そんなふうに考えていた時期が私にはあった。

しかし、今ではこう思う。


「本の内容を忘れてしまうのは、私の『本の読み方』が悪いからだ」


読後、本の内容と感想をEvernoteなりパソコンにつっこむようにしているが、ついその作業を怠ってしまう時がある。(※冒頭で述べた本はこの作業をしていなかった)

余程の面白い本でなければ、5年後にはだいたい忘れている。
感想や内容を読後にまとめた本は、5年後もだいたい覚えている。

「覚えているかいないか」は、私の読み方で決まるといってよい。

「感想文」とは、将来それを読み返すためではなく、主に「記憶として残す」ためにある。


他にも、「本の内容を忘れてしまう読み方」として、

「『早くこの本を読み終えたい』と思いながら読み進める」というのがある。

アルバイターが仕事の終了時間を気にしながら働いているように、

残りのページ数を気にしながら、早く読み終えようとする読書姿勢。

こうして読まれた本は、内容がさっぱり頭に残らない。

駆け足で読んでいるのだから当然といえば当然である。

「残りページ数」を少しでも気にし始めたなら、読むのを中断したほうがいい。

「残りページ数が気になる」と「続きが気になる」は、同じ「早く読みたい」でも全く異なる。
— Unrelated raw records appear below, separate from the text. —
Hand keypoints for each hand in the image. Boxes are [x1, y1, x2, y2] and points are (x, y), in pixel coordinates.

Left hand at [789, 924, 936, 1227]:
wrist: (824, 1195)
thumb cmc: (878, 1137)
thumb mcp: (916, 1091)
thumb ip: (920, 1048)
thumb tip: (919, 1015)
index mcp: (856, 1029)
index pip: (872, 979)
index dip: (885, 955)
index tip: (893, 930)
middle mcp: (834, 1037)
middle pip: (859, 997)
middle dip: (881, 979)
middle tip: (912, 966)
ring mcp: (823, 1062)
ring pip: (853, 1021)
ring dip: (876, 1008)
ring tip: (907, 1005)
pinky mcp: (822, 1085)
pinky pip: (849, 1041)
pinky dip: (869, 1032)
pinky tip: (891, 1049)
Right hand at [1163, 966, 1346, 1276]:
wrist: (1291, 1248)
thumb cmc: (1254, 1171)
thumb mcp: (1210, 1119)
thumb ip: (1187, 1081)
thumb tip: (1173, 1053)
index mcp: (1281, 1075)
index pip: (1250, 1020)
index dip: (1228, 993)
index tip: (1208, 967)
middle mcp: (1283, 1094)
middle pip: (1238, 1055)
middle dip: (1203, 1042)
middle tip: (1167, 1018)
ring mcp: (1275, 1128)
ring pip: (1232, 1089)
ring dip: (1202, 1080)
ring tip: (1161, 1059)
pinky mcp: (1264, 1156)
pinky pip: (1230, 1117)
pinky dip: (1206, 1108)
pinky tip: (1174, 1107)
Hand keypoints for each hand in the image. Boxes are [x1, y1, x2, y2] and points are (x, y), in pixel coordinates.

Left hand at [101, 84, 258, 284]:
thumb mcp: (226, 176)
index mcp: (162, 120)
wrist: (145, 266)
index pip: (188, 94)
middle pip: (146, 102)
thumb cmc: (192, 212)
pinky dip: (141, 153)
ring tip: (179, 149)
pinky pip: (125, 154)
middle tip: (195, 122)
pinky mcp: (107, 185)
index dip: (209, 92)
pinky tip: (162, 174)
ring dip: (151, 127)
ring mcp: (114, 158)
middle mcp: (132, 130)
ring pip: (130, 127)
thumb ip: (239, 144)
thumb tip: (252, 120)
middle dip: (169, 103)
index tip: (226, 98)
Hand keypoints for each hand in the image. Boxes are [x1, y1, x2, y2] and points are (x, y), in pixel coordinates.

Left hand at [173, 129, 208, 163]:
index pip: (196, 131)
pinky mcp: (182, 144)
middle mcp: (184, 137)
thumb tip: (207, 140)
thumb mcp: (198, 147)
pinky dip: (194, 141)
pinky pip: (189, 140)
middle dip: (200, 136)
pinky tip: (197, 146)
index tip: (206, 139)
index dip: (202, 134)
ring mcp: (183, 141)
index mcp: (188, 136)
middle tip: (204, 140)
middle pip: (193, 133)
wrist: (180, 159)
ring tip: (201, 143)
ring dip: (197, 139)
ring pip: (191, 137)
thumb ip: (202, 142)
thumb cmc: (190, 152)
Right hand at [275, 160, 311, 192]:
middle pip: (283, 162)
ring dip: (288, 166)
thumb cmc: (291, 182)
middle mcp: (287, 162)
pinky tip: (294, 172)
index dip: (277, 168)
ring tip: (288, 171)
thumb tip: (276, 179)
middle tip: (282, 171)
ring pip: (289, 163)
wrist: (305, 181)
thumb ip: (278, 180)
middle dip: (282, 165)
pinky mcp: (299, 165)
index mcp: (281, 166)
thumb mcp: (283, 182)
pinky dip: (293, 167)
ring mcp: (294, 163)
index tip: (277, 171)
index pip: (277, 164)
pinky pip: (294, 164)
「続きが気になる」「続きが読みたい」、そのような気持ちで読み進めるべきである。

そもそも急ぎで読む必要など無い。

一冊の本を一年かけて読んでもいいのだ。それが本当に良い本であるならば。

もっといえば、

その時に「読み終えられなかった本」があってもよい。

たとえ、その時は読み終えられなくても、

積読となったその本を、数年経ってから「自然に」読み始めることはよくある。

(これは意外と頻繁にある)

残りページ数を気にしながら無理して読むくらいなら、読まないほうが賢明であろう。

それなら興味のある本を片っ端からバシバシ読みまくって、
年間200冊以上読んだほうがいいように思う。


シンプルな「記憶に残る読書法」




私が実践しているシンプルな「記憶に残る読書法」。


1.「気になったページに付箋を貼る」

2.「読後、付箋ページを読み返す」


3.「内容と感想をEvernoteやノートに書き残す」


4.「余裕があれば感想と引用をそれぞれ140字内でツイートする」


※無理して読んでいると感じたならスパッと読むのを諦め、すぐさま別の本に切り替える
※諦めた本を再び読む機会は数年後おとずれる


・・・・・

と、ここまで述べてなんだが、

「読書“法”」など、本来は不純である。

「速読法」やら「目標年間○冊」やら、

「本って、そんなに頑張って読むものだったっけ?」と思う。

読書とは、「文と構造を味わう『鑑賞』」である。

さらに青臭く言うならば、ロマンである。冒険と探求である。

そんなロマンさえあれば、読書法など要らないように思う。